In practice, we often encounter different types of variables in the same dataset. A significant issue is that the range of the variables may differ a lot. Using the original scale may put more weights on the variables with a large range. In order to deal with this problem, we need to apply the technique of features rescaling to independent variables or features of data in the step of data pre-processing. The terms normalisation and standardisation are sometimes used interchangeably, but they usually refer to different things.

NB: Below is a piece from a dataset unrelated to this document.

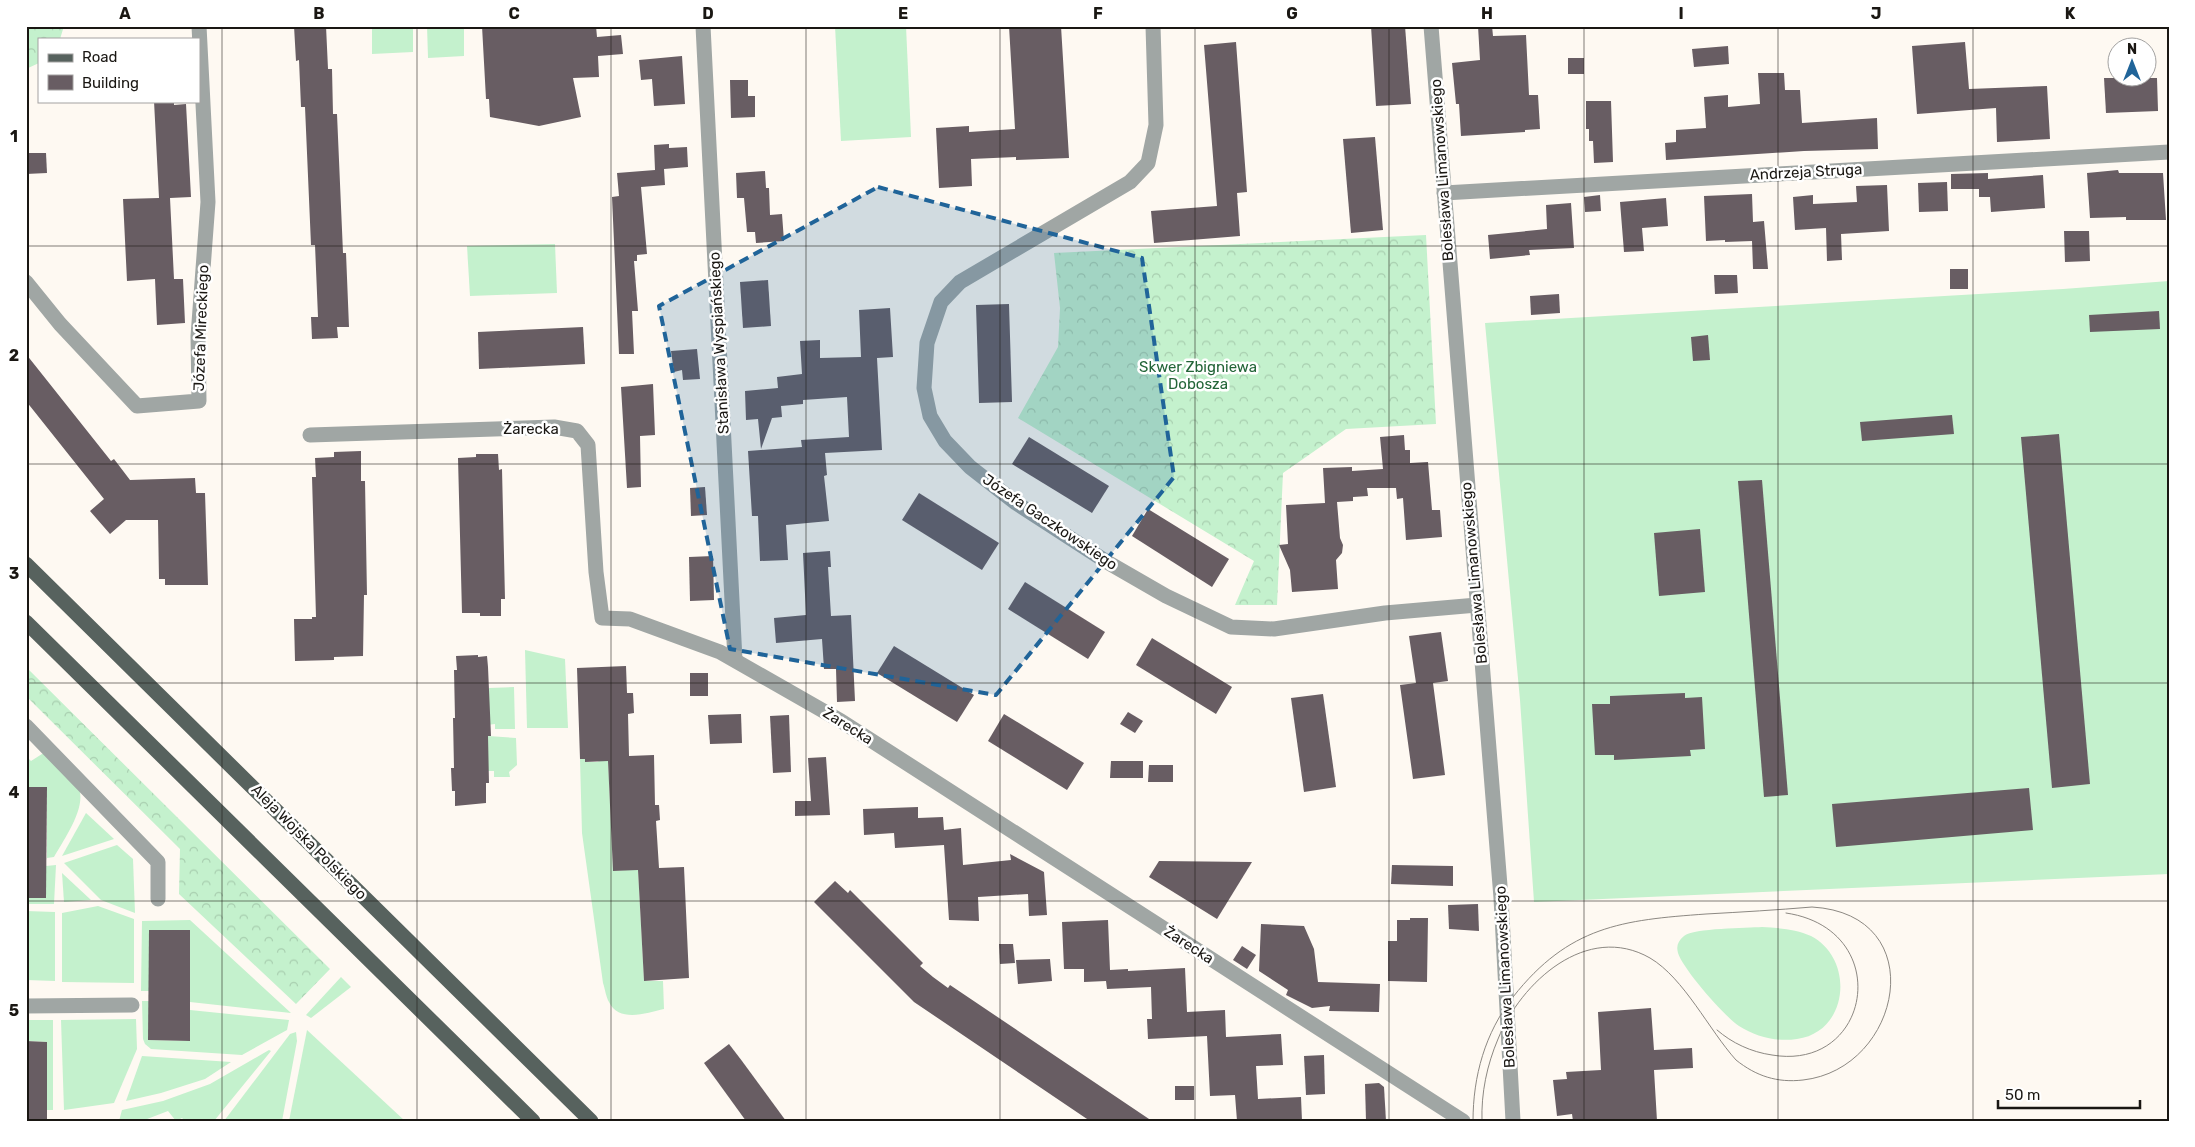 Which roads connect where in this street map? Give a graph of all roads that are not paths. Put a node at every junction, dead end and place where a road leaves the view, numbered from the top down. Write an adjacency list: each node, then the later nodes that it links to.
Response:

- The goal of applying Feature Scaling is to make sure features are on almost the same scale so that each feature is equally important and make it easier to process by most ML algorithms.

#### Rescaling
a vector means to add or subtract a constant and then multiply or divide by a constant, as you would do to change the units of measurement of the data, for example, to convert a temperature from Celsius to Fahrenheit.

#### Normalizing
a vector most often means dividing by a norm of the vector. It also often refers to rescaling by the minimum and range of the vector, to make all the elements lie between 0 and 1 thus bringing all the values of numeric columns in the dataset to a common scale.

#### Standardizing 
a vector most often means subtracting a measure of location and dividing by a measure of scale. For example, if the vector contains random values with a Gaussian distribution, you might subtract the mean and divide by the standard deviation, thereby obtaining a “standard normal” random variable with mean 0 and standard deviation 1.

#### Note 1 : 
The other issue is that standardization has two elements: Centering and scaling. Division by standard deviation is a type of scaling. Subtraction of mean is a type of centering. You don't have to use those. You could use median and Gini mean difference, for example. You can center without scaling and scale without centering.

#### Note 2 : 
If an algorithm is not distance-based, feature scaling is unimportant, including Naive Bayes, Linear Discriminant Analysis, and Tree-Based models (gradient boosting, random forest, etc.).

### Example
 
Let's considere a dataset that contains an independent variable (Purchased) and 3 dependent variables (Country, Age, and Salary). We can easily notice that the variables are not on the same scale because the range of Age is from 27 to 50, while the range of Salary going from 48 K to 83 K. The range of Salary is much wider than the range of Age. This will cause some issues in our models since a lot of machine learning models such as k-means clustering and nearest neighbour classification are based on the Euclidean Distance.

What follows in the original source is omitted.